- WHAT THE EXERCISE ASKS: Go line by line through the data below and count those with the string "Caddo". Give the number only.

- DATA IN THIS EXERCISE:
· · · ·

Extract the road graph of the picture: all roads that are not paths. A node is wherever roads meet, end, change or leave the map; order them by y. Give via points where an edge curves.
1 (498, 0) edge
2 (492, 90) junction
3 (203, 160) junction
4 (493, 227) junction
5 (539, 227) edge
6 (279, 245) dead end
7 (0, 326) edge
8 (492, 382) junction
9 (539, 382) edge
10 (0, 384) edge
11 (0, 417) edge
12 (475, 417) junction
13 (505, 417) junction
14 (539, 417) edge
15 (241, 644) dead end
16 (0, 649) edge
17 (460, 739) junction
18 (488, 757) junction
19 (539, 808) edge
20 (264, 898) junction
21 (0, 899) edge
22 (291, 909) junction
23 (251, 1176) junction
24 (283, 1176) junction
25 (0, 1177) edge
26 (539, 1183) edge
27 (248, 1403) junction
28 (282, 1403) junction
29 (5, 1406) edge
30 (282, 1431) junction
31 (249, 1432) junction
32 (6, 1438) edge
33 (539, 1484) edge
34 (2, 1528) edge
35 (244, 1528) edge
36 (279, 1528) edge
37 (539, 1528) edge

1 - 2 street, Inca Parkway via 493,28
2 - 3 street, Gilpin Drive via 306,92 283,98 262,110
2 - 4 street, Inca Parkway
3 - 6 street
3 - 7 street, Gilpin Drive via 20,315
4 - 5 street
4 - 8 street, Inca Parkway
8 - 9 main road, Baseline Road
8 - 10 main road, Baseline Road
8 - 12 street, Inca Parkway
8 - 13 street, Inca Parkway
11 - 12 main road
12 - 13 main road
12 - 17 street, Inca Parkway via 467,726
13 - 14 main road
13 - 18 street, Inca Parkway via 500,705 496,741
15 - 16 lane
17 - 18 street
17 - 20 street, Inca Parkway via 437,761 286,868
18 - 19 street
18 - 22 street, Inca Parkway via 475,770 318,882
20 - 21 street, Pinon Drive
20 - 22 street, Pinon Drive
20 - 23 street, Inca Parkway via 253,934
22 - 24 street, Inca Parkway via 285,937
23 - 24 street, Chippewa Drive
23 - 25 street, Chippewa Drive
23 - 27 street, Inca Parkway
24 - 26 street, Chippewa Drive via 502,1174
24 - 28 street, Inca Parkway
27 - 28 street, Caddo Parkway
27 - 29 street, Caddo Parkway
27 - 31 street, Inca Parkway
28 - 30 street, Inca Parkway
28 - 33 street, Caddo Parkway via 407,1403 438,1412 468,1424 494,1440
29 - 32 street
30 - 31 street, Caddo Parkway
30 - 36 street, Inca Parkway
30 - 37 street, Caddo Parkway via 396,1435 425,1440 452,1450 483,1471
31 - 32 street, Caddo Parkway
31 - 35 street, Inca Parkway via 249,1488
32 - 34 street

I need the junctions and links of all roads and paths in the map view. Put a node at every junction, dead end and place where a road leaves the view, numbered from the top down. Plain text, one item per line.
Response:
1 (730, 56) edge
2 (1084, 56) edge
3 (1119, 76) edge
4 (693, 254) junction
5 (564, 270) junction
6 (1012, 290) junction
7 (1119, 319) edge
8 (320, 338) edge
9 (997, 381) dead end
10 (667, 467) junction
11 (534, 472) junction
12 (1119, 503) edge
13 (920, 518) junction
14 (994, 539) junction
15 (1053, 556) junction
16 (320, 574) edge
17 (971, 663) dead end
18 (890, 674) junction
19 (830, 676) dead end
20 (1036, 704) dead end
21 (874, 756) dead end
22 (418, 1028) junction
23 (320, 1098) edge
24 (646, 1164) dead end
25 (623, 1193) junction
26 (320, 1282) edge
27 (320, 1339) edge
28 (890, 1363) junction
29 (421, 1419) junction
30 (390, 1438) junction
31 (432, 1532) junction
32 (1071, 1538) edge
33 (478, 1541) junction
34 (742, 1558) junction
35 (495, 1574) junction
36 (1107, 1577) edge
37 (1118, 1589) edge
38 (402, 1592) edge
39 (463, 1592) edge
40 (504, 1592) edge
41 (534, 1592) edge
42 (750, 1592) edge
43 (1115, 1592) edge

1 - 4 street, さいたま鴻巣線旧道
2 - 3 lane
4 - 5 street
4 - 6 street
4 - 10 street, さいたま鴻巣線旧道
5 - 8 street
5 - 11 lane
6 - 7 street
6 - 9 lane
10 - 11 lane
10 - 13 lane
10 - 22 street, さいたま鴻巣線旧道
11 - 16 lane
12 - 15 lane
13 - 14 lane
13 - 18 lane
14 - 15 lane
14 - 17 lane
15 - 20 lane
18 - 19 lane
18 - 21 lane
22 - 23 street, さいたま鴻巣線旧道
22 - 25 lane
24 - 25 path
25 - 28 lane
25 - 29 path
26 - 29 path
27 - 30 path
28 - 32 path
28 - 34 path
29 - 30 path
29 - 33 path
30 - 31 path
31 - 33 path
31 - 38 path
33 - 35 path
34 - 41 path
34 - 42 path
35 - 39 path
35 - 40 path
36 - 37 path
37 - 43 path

· · · ·

- RESULT: 6